1. “Operatic Italian is well organized and direct, introducing each libretto example with its corresponding musical score, IPA translation, English word-for-word translation, and marked accents for atypical words. Topics of particular interest to the music student include pronunciation and developing an Italian accent, understanding what is lost in translation from Italian to English, what to appreciate in libretti, and Dante’s influence on Italian literature (opera libretti included). Operatic Italian would make a fantastic textbook for a conservatory or university. It would also serve as an excellent source for seasoned musicians or opera-lovers to deepen their understanding of the language from a literary standpoint, and bridge the gap from their rudimentary knowledge of Italian to a fuller understanding of the richness and depth found in classic Italian literature.” Sarah Luebke, Opera Today, Jan. 19, 2010
2. “Reading about opera’s connection to Dante was particularly inspiring. (…) This text provides students not only with the motivation to learn more about opera but also to take on the additional challenge of Italian grammar. Dante began his journey in a dark forest with no road to follow, much like students of Italian; however, they will find in Operatic Italian a road map leading them through the “infernal” nuances of Italian grammar to finally emerge and once again see the stars.” January 2011 issue of the on-line journal of the Northeast Conference on the Teaching of Foreign Languages: NECTFL
3. “What is so intriguing about this book is its personal touch. The writing style is laid back, witty and often full of Thomson’s insights. (…) As Thomson states, his overall purpose is “to present the main grammatical points of operatic Italian in jargon-free language and progressively complex steps” (…); another purpose is to help the reader to think in Italian. (…) There are musical examples broken down to a minutiae level. There are also numerous black-and-white photos throughout. (…) The end of the book contains a few appendices (e.g., on Neapolitan), an index, a bibliography and a discography. Overall, this type of book is rare in musical literature: a book that is based on a lifetime of personal teaching experience and love of the language. (…) Thomson has written an indispensable guide for anyone wishing to understand this theatrical tongue. (…) Any performing-arts voice student needs to read this book (…)” Bradford Lee Eden, Music Reference Services Quarterly, Available online May 16, 2011.
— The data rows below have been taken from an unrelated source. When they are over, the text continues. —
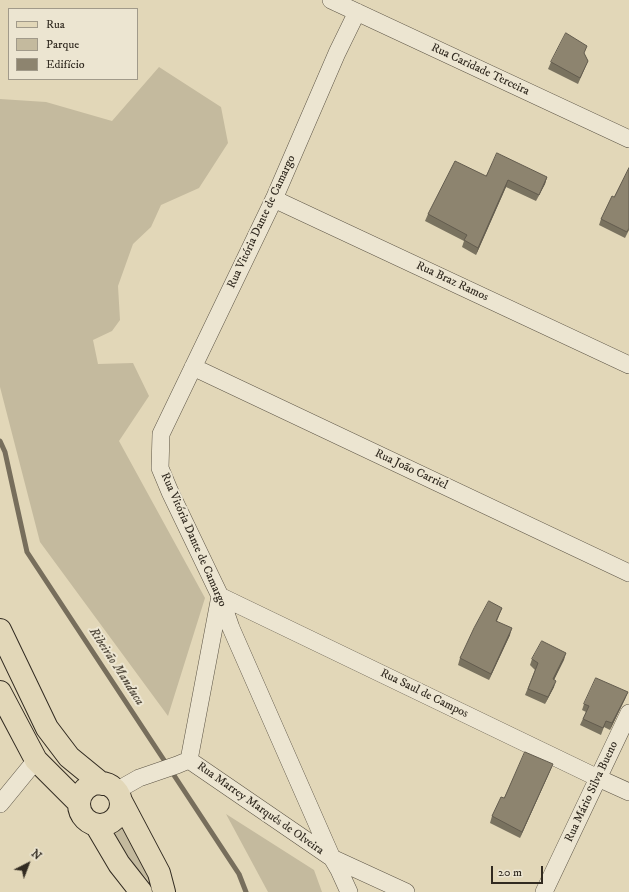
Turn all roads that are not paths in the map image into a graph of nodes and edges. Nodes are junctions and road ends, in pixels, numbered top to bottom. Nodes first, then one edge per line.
1 (346, 5) edge
2 (629, 139) edge
3 (274, 199) junction
4 (629, 365) edge
5 (193, 367) junction
6 (629, 573) edge
7 (220, 596) junction
8 (0, 630) edge
9 (0, 692) edge
10 (629, 713) edge
11 (36, 760) junction
12 (183, 763) junction
13 (598, 778) junction
14 (113, 792) junction
15 (629, 792) edge
16 (79, 803) junction
17 (0, 804) edge
18 (96, 825) junction
19 (332, 858) junction
20 (141, 892) edge
21 (164, 892) edge
22 (349, 892) edge
23 (406, 892) edge
24 (544, 892) edge

1 - 2 street, Rua Caridade Terceira
1 - 3 street, Rua Vitória Dante de Camargo
3 - 4 street, Rua Braz Ramos
3 - 5 street, Rua Vitória Dante de Camargo
5 - 6 street, Rua João Carriel
5 - 7 street, Rua Vitória Dante de Camargo
7 - 12 street
7 - 13 street, Rua Saul de Campos
7 - 19 street, Rua Vitória Dante de Camargo
8 - 14 main road
9 - 11 main road
10 - 13 street, Rua Mário Silva Bueno
11 - 16 main road
11 - 17 street
12 - 14 street
12 - 19 street, Rua Marrey Marquês de Olveira
13 - 15 street, Rua Saul de Campos
13 - 24 street, Rua Mário Silva Bueno
14 - 16 main road
14 - 18 main road
14 - 21 main road
16 - 18 main road
18 - 20 main road
19 - 22 street, Rua Vitória Dante de Camargo
19 - 23 street, Rua Marrey Marquês de Olveira

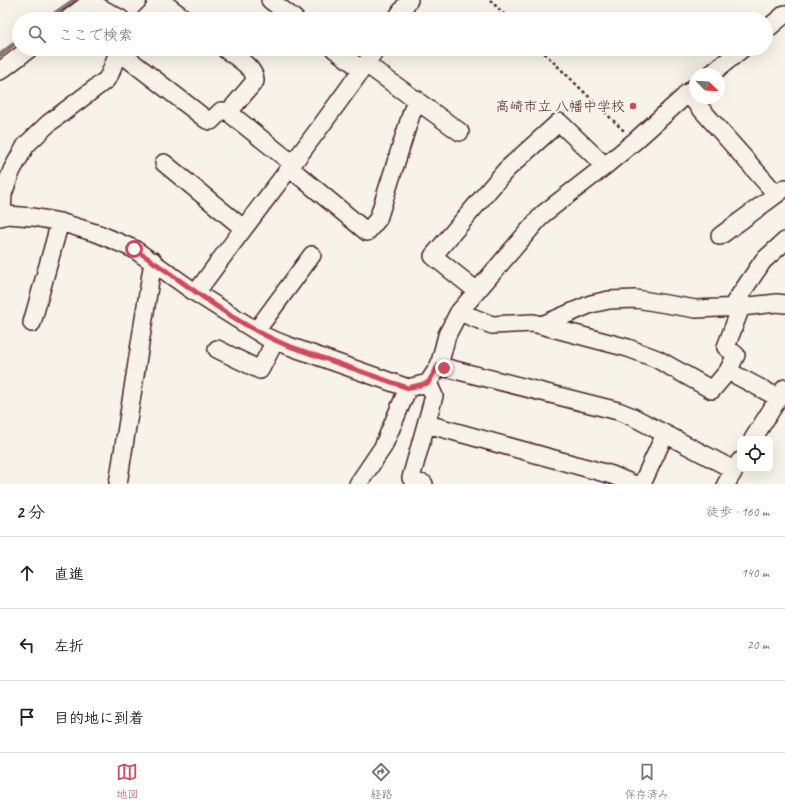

4. “Robert Thomson brings clarity to the Italian language as used in librettos by using a variety of teaching techniques and visual aids, including hundreds of memorable extracts from operas; accurate word-for-word translations; phonetics and stress patterns; detailed exercises; commentary about historical background; operatic themes, composers’ lives; nuances contained in the original Italian which do not translate well, if at all, into English; and links to specific audio-visual examples on Web sites.” Alexa B. Antopol , Opera America, summer 2009
5. “Thomson wrote an earlier book, Italian for the Opera (1992) dealing with the same topic. Operatic Italian, however, is nearly three times as long, and encompasses topics and resources that were not included in the previous volume. (…) He probes the literary roots of operatic plots, and weaves a backdrop for the language with the threads of social mores, psychological insights, and character study. (…) Thomson is more than a (…) Operatic Italian has a rightful place next to the Italian dictionary (…).” – Debra Greschner, NATS Journal of Singing, Sept. 2009.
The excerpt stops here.